DATA FOR ANALYSIS:
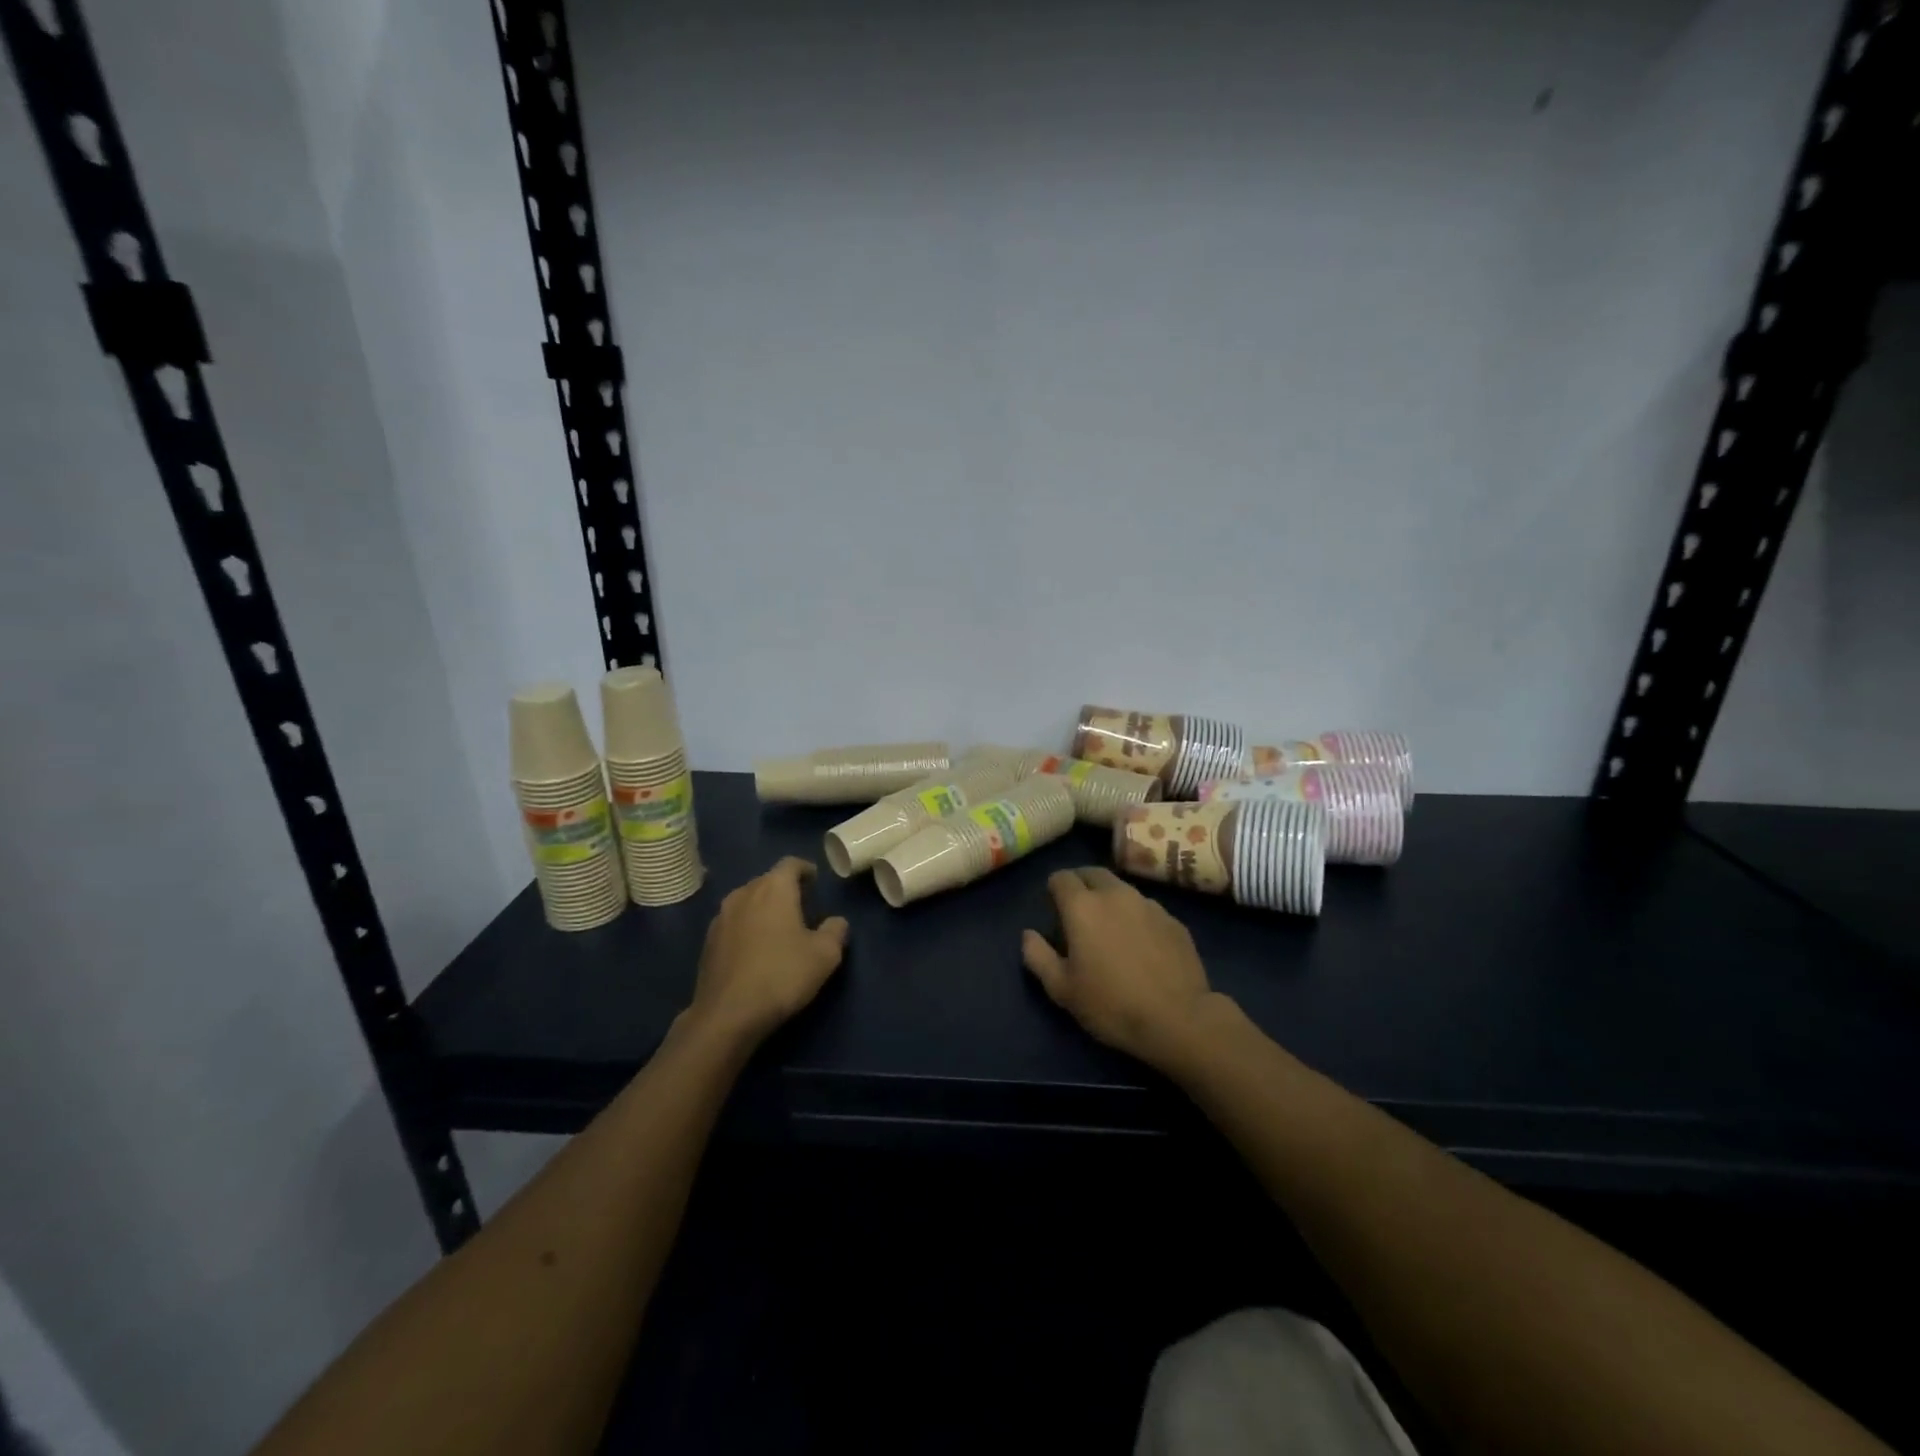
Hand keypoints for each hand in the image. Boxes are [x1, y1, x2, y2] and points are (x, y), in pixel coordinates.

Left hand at [687, 858, 848, 1044]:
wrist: (727, 1015)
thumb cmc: (782, 975)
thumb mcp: (825, 955)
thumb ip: (835, 931)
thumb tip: (836, 921)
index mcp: (774, 888)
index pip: (791, 864)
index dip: (805, 869)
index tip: (815, 881)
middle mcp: (744, 894)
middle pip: (767, 880)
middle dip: (784, 889)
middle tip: (801, 906)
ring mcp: (721, 917)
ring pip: (747, 901)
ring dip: (763, 908)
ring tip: (778, 928)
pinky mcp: (707, 942)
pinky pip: (733, 923)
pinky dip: (747, 928)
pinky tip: (755, 950)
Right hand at [1022, 868, 1220, 1074]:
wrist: (1179, 1019)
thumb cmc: (1111, 1005)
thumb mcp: (1062, 989)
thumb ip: (1038, 956)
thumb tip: (1028, 934)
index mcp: (1083, 906)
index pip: (1061, 877)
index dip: (1054, 889)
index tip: (1053, 909)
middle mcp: (1116, 894)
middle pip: (1093, 873)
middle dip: (1081, 884)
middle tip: (1078, 912)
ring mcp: (1149, 905)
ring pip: (1122, 889)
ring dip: (1110, 900)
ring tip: (1111, 929)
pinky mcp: (1174, 921)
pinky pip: (1147, 909)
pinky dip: (1136, 918)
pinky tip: (1141, 946)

DIRECTIONS:
Quote exactly what appears from the line containing "middle tip: (801, 906)" through the final line of the listing above, including both of those lines.

SOLUTION FOR THIS EXERCISE:
middle tip: (801, 906)
ring mcp: (721, 917)
ring pip: (747, 901)
ring dip: (763, 908)
ring tip: (778, 928)
pinky mcp: (707, 942)
pinky pip: (733, 923)
pinky dip: (747, 928)
pinky tip: (755, 950)
Right hand at [1022, 868, 1220, 1074]:
wrist: (1179, 1019)
thumb cmc: (1111, 1005)
thumb mcp: (1062, 989)
thumb ip: (1038, 956)
thumb tip: (1028, 934)
index mcp: (1083, 906)
index pip: (1061, 877)
index dip: (1054, 889)
index tip: (1053, 909)
middle mcp: (1116, 894)
middle pip: (1093, 873)
middle dip: (1081, 884)
middle tip: (1078, 912)
ring mcp: (1149, 905)
ring pip: (1122, 889)
ring dip: (1110, 900)
ring tip: (1111, 929)
pinky mcp: (1174, 921)
pinky pip: (1147, 909)
pinky dip: (1136, 918)
pinky tip: (1141, 946)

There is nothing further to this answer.